Monday, March 19, 2018

Met Opera: Christine Goerke Sings Elektra

On Saturday afteroon I went to the Met to hear Yannick Nézet-Séguin conduct a performance of Strauss's one-act opera Elektra, the first opportunity I've had to hear the new Music Director this season.  To be honest, however, it was not the conducting of Nézet-Séguin that drew me there but the singing of the great soprano Christine Goerke in the title role.

Elektra, which premiered at the Dresden State Opera, in 1909 was the first collaboration between Strauss and Hugo von Hofmannsthal, author of the 1903 play from which the libretto was adapted.  As one would expect of a work written in Freud's fin de siècle Vienna, the libretto emphasized the dark psychological elements that underlay the drama.  As Elektra descends into madness and as the story approaches its bloodsoaked climax, both play and opera grow ever more disturbing.  No doubt it was precisely this lurid aspect that attracted Strauss in the first place.  He wanted to shock listeners just as he had done in his recent Salome, the notorious work that had earned him his greatest renown.   He may have succeeded better than he intended.  As one critic wrote:
"The whole thing impresses one as a sexual aberration.  The blood mania appears as a terrible deformation of sexual perversity. This applies all the more because not only Elektra, but all the women are sexually tainted."
Others have suggested that Strauss abruptly ceased work on Elektra's composition in 1907 not because, as is usually claimed, he was worried that the plot too closely resembled that of Salome but because it raised in the composer's mind unpleasant associations from his childhood when he had been in constant conflict with his father.  Whether this is true or not, the opera probed far more deeply into the protagonist's psyche than audiences were at that time accustomed to hearing.  In so doing, it anticipated many of the trends, particularly those pioneered by Antonin Artaud, that were later to dominate twentieth century theater.

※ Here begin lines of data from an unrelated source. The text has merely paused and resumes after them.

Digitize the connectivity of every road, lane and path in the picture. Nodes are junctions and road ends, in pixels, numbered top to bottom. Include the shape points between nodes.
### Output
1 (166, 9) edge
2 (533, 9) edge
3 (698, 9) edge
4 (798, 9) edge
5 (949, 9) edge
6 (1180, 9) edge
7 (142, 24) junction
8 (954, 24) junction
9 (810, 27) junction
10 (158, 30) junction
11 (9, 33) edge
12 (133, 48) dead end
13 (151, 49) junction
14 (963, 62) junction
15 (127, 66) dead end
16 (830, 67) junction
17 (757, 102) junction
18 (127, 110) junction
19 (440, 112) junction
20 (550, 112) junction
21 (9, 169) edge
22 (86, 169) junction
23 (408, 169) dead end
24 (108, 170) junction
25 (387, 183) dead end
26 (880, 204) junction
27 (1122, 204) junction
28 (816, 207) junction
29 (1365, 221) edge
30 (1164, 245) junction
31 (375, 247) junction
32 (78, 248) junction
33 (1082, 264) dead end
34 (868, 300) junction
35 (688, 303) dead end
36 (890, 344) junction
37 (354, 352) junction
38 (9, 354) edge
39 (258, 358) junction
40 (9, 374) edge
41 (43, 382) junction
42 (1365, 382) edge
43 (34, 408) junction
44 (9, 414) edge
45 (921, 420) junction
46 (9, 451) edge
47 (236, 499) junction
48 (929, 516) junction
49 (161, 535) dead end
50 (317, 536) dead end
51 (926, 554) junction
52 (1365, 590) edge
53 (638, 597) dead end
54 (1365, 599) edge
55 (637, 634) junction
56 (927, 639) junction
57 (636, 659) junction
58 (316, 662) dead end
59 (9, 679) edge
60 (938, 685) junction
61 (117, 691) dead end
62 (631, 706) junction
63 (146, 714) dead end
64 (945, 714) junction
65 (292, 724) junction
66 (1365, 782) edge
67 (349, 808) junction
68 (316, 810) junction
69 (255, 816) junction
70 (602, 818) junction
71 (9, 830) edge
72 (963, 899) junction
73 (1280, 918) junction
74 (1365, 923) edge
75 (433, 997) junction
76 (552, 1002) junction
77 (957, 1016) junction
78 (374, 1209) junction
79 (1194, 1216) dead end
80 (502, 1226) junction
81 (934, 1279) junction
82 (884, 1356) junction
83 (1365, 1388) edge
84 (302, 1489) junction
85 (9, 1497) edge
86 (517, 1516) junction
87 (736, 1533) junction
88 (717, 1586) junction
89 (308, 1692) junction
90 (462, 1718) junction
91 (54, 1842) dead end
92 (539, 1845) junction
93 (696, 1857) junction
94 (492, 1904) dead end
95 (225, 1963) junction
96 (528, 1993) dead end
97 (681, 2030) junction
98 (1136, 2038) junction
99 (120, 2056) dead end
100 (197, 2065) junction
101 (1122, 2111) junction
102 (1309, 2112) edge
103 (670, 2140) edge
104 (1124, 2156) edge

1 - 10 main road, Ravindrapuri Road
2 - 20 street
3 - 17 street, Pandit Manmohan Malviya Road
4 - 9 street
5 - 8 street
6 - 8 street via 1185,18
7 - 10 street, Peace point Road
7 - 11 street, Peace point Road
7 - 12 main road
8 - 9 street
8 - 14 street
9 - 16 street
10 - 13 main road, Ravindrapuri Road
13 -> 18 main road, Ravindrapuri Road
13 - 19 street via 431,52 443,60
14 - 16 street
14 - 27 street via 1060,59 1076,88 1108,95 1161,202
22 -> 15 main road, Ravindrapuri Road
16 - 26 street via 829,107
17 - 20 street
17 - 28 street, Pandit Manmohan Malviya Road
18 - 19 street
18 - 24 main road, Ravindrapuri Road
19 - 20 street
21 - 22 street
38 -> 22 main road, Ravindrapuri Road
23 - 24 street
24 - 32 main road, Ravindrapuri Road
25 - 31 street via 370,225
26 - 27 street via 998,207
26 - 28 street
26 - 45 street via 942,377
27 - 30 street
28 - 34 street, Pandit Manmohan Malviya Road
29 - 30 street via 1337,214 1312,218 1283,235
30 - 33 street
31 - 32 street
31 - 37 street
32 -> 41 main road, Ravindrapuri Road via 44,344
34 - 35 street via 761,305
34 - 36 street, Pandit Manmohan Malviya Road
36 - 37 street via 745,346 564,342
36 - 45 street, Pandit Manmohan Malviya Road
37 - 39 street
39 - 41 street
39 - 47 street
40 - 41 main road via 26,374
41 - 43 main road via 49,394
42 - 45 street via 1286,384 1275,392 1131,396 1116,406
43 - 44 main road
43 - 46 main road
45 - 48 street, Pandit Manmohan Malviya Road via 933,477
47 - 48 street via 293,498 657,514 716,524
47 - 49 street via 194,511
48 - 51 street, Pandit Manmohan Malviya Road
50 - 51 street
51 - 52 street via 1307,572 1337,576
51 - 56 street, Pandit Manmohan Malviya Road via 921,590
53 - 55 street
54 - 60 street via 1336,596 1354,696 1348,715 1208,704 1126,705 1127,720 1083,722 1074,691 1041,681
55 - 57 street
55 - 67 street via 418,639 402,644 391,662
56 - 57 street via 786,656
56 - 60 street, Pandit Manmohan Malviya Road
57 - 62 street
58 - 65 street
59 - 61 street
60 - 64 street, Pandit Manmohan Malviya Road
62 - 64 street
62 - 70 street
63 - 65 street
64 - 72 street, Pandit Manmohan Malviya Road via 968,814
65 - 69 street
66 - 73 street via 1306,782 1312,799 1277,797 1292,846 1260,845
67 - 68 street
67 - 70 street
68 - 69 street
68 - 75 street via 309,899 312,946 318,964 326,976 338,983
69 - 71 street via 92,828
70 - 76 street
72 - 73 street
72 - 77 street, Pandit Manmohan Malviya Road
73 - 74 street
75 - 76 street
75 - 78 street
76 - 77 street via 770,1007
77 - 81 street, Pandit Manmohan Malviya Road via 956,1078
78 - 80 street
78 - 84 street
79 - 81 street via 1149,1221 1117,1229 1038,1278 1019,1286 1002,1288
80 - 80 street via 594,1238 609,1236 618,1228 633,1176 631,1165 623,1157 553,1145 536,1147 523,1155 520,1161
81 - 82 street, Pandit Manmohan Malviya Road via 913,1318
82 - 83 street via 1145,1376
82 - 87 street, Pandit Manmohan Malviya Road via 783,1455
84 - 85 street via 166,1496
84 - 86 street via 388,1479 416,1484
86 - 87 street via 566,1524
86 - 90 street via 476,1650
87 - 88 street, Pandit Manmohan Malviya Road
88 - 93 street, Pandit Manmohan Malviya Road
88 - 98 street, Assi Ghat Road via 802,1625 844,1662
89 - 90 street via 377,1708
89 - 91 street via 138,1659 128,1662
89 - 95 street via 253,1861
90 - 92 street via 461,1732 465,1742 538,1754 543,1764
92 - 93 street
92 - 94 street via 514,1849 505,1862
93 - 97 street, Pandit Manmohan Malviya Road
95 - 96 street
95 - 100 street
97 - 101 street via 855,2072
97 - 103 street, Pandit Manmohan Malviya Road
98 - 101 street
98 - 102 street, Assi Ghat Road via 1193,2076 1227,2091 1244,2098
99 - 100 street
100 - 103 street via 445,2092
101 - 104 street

In Elektra Strauss built upon the modernist techniques he had previously employed in Salome.  Just as he went beyond the conventions of nineteenth century opera in his psychological approach to dramatic characterization, so he also moved beyond convention in his use of dissonance and in his individualization of characters through the assignment to each of a distinctive chord, most notably in the case of the protagonist the Elektra chord.   This is as far as Strauss would go.  Following the premiere of this work, he would once again return to the harmonic traditions to which he had previously adhered.  In much the same way, Wagner took a step back after having finished Tristan and Mahler after having completed his Seventh Symphony.

For a singer, the role of Elektra is one of the most demanding in the repertoire.  The soprano is onstage for over 90 minutes, almost the entire length of the one-act opera.  For much of that time her voice has to compete with the sound of a huge orchestra in order to be plainly heard. On Saturday afternoon Christine Goerke gave a solid performance that showed sympathy for Elektra and her plight while doing nothing to diminish the madness and vengeful bloodlust that welled up within her.  She had steady backing at this performance from Michaela Schuster as Klytämnestra and Mikhail Petrenko as Orest.

This season was the first that Christine Goerke sang the role of Elektra at the Met (she also performed it this season at the San Francisco Opera and the Houston Grand Opera), but I had previously seen her in the role in a concert performance at Carnegie Hall in 2015 that featured the Boston Symphony Orchestra led by Andris Nelsons.  It was inevitable that I should draw a comparison between the two performances, and I decided I much preferred that given by the BSO.  Nevertheless, Nézet-Séguin's work on the podium on Saturday afternoon was excellent, and he showed consummate skill in handling so large an orchestra.

The monochromatic Patrice Chéreau production that debuted in 2015 was austere and unattractive, but it at least left the singers plenty of open space in which to move about.